The night was filled with vivid dreams that faded as soon as the alarm woke her. She was stiff all over — probably too much booze. Dragging her eyelids open with the force of will, she saw, in the early morning light, something red by the closed wardrobe doors. Those shoes.

They stood together neatly, but when Jessie took a good look, she saw that they were scuffed again. Definitely too much booze. Definitely.

Polish the scuffs out again, put them away, promise not to drink so much in the future, and stop thinking about shoes.

She stayed in the following evening, feeling rather tired, watching five episodes of The Oracle, then going to bed and falling asleep right away. There were more dreams. When she woke, Jessie knew that she had been dreaming, but could not hold onto a single moment of it, and she felt more tired than the evening before. So it took her a while to notice that the shoes were out of the wardrobe again, and this time they were spattered with mud.

She stared them for a good long while, and the only explanation she could come up with was sleepwalking. Somehow, her mild obsession with the shoes had turned into a nightly expedition. She was getting up in her sleep, putting on the shoes, and from the mud on them this time it looked as though she was leaving the house. That was a terrifying thought.

People drove cars in their sleep, she’d heard of that, but where did she go in her pyjamas and red shoes?

By sheer good luck and persistence, Jessie managed to get an emergency appointment with her doctor. he was not wildly sympathetic, but she did get him to agree that she might be put in danger by her nocturnal activities. He prescribed some strong sleeping tablets, suggested putting an alarm on her front door that would be bound to wake her if she opened it, and referred her to a sleep clinic. The waiting time for an appointment was three months.

Before going to bed, Jessie put the red shoes downstairs in the kitchen cupboard, along with the saucepans. She had the stupidest feeling that, just before she closed the door on them, the shoes smiled and winked at her. Not possible. No eyes, no mouth, no winking, no smiling. Just another sign that she was suffering from stress, though she could not actually say that she felt stressed by anything other than the sleep walking.

The next morning the shoes were back in her bedroom.

Jessie stopped cleaning them and they became, day by day, more scuffed, muddy and worn on the soles. In desperation, she decided to try to stay awake the whole night. Coffee would do it. She was very sensitive to caffeine. Two cups, no sleep.

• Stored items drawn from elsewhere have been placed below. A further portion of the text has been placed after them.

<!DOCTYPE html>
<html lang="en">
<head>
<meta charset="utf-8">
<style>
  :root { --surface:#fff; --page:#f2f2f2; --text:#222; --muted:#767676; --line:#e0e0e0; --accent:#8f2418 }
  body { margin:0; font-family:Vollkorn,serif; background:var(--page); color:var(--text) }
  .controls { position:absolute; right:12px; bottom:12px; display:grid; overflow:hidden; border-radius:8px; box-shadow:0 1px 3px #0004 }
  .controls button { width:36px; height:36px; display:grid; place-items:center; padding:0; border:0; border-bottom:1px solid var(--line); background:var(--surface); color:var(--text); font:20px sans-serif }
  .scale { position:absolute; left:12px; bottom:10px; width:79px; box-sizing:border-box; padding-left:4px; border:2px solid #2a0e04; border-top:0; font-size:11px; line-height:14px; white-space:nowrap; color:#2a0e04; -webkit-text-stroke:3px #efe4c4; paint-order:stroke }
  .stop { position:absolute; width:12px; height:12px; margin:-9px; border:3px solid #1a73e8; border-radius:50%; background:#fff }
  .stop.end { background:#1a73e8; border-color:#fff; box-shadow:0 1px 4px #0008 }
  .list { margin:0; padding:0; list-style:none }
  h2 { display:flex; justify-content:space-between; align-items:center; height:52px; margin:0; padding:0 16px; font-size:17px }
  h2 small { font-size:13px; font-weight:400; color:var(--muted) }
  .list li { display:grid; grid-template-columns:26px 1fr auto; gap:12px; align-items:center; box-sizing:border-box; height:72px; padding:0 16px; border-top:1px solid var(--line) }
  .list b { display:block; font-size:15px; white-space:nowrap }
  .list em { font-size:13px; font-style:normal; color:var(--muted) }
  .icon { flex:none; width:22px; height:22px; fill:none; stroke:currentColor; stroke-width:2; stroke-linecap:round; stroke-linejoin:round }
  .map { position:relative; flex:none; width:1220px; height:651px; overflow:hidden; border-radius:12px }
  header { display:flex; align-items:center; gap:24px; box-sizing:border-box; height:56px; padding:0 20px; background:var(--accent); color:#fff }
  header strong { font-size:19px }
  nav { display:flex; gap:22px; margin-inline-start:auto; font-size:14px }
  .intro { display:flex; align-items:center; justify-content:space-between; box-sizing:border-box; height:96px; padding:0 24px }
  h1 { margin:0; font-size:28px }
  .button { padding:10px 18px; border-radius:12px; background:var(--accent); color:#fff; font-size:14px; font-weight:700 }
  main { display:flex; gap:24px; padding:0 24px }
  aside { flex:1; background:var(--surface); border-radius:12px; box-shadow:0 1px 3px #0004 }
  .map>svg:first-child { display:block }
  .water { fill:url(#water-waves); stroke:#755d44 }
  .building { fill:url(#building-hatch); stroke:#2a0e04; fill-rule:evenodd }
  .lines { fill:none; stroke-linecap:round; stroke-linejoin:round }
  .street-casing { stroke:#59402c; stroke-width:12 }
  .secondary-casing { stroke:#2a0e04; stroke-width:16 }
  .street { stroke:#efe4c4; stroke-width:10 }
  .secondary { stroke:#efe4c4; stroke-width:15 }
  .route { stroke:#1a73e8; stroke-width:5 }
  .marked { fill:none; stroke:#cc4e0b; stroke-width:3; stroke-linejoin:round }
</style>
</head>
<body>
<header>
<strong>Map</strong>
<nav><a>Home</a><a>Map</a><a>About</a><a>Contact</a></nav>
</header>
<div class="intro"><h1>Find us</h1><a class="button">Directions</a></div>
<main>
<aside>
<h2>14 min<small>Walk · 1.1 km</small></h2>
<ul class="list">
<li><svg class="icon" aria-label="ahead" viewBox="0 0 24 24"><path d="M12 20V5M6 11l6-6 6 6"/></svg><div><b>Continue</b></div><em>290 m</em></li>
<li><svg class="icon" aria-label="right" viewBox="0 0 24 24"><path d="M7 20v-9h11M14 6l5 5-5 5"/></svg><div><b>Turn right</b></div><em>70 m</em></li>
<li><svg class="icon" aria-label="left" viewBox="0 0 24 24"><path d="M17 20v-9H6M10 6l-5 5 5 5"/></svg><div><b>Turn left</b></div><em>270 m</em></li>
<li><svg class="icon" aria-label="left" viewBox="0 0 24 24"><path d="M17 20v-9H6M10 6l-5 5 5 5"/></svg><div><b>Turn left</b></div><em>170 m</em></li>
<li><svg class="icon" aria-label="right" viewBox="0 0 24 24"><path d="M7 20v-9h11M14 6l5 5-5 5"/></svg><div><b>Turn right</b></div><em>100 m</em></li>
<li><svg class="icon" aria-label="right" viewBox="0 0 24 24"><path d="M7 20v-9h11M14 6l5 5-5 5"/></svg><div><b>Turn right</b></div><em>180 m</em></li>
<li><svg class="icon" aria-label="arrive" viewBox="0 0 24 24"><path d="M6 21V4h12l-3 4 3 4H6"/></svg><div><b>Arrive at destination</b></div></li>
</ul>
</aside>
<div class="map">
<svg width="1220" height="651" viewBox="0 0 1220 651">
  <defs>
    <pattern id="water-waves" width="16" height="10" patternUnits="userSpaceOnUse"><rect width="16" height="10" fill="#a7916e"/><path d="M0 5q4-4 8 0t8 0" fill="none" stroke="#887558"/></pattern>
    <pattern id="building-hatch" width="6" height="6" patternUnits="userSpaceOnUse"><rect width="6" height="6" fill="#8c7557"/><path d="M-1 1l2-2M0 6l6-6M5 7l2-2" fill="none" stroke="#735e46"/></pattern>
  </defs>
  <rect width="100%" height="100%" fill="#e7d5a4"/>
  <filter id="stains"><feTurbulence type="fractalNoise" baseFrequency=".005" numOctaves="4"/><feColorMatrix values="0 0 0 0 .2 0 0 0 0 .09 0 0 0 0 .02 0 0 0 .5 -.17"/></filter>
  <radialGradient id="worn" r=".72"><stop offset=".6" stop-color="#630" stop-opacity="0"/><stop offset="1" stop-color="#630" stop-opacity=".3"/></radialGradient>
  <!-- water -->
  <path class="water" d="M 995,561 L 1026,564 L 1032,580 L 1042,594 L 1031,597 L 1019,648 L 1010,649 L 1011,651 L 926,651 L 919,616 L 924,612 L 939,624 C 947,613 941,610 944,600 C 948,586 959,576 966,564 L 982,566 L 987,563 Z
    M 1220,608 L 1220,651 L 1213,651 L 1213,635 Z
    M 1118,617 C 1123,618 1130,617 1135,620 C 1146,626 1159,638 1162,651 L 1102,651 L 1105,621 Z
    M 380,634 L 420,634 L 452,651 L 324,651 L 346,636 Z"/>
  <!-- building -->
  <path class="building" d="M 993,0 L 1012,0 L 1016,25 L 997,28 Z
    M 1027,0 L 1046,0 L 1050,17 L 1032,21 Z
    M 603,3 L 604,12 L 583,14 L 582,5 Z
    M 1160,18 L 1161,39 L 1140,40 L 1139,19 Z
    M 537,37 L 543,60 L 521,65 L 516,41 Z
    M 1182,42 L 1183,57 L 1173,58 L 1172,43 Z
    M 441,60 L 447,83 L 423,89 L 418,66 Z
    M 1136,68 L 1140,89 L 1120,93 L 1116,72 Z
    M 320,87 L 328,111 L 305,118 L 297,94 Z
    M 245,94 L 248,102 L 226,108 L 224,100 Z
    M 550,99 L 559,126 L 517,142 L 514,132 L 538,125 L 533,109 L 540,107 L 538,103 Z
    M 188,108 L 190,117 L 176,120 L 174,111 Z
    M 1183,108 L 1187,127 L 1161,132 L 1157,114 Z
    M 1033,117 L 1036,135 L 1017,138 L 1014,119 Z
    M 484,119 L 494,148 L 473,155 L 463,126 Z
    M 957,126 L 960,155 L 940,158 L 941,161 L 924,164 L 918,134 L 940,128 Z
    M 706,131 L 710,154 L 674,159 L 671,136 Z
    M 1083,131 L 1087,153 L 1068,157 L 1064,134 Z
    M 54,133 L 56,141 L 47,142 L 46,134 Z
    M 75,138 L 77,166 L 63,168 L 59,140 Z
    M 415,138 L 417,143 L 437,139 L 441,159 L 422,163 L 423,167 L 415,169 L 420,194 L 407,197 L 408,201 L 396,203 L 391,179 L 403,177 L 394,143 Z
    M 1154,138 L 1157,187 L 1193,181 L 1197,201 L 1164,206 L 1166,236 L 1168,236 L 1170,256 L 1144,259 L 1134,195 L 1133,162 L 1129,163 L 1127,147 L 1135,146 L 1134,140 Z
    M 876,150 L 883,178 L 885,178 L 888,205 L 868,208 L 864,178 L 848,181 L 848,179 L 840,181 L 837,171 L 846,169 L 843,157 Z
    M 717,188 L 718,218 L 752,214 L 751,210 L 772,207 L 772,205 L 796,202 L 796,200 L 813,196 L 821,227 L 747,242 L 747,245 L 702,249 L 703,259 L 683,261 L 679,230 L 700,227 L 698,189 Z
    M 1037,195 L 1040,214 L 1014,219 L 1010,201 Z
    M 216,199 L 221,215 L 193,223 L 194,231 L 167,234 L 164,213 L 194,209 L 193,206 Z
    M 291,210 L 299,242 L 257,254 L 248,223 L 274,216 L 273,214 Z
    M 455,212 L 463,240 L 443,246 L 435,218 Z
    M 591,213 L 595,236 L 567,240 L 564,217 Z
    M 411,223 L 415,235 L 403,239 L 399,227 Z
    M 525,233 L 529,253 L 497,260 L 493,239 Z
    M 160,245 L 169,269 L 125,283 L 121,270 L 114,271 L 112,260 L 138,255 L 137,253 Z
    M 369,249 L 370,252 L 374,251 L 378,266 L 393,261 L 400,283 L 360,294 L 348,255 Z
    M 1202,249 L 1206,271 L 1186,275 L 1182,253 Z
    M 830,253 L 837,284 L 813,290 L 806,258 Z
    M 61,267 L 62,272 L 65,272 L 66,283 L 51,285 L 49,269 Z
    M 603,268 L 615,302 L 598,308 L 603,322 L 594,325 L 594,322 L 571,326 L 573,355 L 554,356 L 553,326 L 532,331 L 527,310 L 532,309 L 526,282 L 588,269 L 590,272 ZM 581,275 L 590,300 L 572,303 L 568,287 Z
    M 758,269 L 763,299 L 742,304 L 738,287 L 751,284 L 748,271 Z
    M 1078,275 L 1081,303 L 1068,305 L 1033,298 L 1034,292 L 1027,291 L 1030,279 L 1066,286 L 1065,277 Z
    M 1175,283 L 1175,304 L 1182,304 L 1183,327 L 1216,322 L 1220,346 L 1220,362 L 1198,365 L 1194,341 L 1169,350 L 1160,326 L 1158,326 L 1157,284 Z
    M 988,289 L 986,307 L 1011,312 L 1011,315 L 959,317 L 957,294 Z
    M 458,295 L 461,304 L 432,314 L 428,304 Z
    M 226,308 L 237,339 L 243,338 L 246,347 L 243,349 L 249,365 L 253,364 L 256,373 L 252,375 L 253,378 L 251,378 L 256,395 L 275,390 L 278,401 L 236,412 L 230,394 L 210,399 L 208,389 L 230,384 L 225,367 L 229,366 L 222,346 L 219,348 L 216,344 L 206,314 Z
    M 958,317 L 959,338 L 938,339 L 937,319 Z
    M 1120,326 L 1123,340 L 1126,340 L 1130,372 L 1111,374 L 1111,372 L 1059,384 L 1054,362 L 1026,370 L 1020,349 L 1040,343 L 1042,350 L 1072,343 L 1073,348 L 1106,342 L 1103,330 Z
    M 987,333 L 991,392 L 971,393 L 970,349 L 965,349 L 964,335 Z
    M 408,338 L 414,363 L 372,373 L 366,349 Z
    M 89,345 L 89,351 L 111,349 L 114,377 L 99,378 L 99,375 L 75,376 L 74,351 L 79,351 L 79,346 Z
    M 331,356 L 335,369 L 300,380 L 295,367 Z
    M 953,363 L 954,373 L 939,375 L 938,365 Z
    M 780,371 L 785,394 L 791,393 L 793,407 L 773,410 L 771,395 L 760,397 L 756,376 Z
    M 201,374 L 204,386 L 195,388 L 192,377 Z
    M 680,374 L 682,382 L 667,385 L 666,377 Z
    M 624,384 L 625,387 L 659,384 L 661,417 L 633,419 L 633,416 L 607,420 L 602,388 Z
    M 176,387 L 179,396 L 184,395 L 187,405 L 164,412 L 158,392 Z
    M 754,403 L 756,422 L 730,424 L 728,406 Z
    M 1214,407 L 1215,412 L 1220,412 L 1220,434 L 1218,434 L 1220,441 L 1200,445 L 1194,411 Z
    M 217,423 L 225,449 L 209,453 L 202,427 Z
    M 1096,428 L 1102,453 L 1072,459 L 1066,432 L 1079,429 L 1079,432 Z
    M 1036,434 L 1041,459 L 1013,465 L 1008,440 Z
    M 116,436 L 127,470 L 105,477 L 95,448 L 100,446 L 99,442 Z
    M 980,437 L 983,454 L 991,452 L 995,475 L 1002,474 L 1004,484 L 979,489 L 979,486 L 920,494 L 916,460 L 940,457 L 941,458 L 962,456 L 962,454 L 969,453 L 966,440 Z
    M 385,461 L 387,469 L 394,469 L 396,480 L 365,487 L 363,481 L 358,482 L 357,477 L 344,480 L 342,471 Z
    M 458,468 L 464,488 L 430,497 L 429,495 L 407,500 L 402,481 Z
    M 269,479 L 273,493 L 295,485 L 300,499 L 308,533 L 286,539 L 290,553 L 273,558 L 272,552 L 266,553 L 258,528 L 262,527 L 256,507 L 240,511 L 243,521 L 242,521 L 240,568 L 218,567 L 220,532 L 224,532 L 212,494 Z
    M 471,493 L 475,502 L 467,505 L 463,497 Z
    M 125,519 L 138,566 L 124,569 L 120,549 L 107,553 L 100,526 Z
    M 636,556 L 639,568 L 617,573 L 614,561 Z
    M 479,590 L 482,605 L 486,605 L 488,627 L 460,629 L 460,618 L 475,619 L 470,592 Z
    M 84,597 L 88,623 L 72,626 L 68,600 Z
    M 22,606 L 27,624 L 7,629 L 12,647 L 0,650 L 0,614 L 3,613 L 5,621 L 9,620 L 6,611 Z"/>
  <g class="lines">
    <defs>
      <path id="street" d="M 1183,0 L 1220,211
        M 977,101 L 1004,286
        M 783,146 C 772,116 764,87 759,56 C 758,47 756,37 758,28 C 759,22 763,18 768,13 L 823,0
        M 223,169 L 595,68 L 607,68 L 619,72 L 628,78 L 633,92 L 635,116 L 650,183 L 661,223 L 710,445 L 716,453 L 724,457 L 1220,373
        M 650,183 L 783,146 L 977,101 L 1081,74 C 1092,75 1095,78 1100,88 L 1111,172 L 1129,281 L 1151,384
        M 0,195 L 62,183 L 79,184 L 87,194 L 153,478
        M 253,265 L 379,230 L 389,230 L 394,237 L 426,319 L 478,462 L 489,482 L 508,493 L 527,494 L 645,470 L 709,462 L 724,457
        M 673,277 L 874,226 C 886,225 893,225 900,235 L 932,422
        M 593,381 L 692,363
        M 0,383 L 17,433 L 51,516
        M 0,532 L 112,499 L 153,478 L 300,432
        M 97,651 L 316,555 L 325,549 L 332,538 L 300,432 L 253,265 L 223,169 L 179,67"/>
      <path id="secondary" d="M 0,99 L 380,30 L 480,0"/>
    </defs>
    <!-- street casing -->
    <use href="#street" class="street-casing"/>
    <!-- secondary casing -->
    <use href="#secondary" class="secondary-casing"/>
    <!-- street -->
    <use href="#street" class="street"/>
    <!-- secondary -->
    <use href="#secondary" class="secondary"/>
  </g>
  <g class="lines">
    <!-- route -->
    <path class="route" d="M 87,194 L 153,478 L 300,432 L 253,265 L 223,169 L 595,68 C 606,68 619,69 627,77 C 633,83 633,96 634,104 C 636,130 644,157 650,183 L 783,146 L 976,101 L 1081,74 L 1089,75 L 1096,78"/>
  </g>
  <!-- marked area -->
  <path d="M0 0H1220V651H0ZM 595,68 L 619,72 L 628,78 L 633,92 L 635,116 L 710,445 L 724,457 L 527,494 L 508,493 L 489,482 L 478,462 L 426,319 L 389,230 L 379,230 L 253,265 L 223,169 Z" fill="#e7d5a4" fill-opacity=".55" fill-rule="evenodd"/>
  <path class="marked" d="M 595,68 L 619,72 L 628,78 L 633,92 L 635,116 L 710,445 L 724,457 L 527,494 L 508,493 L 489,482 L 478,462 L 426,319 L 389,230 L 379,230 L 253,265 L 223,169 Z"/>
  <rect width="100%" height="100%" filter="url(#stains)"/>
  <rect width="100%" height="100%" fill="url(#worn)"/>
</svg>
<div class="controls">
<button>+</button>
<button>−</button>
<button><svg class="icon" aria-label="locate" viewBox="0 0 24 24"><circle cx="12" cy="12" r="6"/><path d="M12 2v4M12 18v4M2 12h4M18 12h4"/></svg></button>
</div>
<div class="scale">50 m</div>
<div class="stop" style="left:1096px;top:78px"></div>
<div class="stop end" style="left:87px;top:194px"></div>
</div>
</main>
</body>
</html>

Sitting on the bed, watching the shoes, there came a peculiar moment. Something surged through her, and she was in the shoes, dancing out of the room. One look back and she saw herself sitting on the bed still, but she was leaving, too, wearing a red velvet dress. One, two, three steps and she and the shoes were out in the woods, which were all aglow with flying things, and people were dancing through the trees. They looked like people. They danced and she joined in. There was no choice, the shoes took her where they wanted. Someone with dark eyes and bright silver hair grasped her by the hand and they whirled and flew together through the night.

This time, she remembered it all in the morning.

It happened to be a Wednesday, and she was at the market early, shoes in hand. The cobbler’s stall was there and she marched right up to him, an angry tirade rising in her mind.

‘Hello,’ he said, smiling, ‘you’ve worn them out really fast, haven’t you? Need another pair?’

She did not quite know what to say anymore.

‘No,’ she said. ‘It’s been awful. What did you do to me?’

‘Really? I thought you were a party girl. My mistake. I don’t do refunds, but I can exchange them for you. Here, try these.’

He took the red shoes, and put a green pair into her hands.

‘No!’ she yelped. ‘I don’t want another pair of your cursed shoes!’

Jessie was looking right at him and his smile, but he was no longer there. She was standing in front of a fishmonger’s stall, shrieking and waving a pair of green shoes. Embarrassed, she turned away, noticing that these shoes were embroidered with dragons in glittering purple thread.

The shoes are in her bedroom, but she is afraid to try them on. They are tiptoeing their way into her heart, though, and she wonders where they will take her. Someday soon her feet will slip into them and she will find out.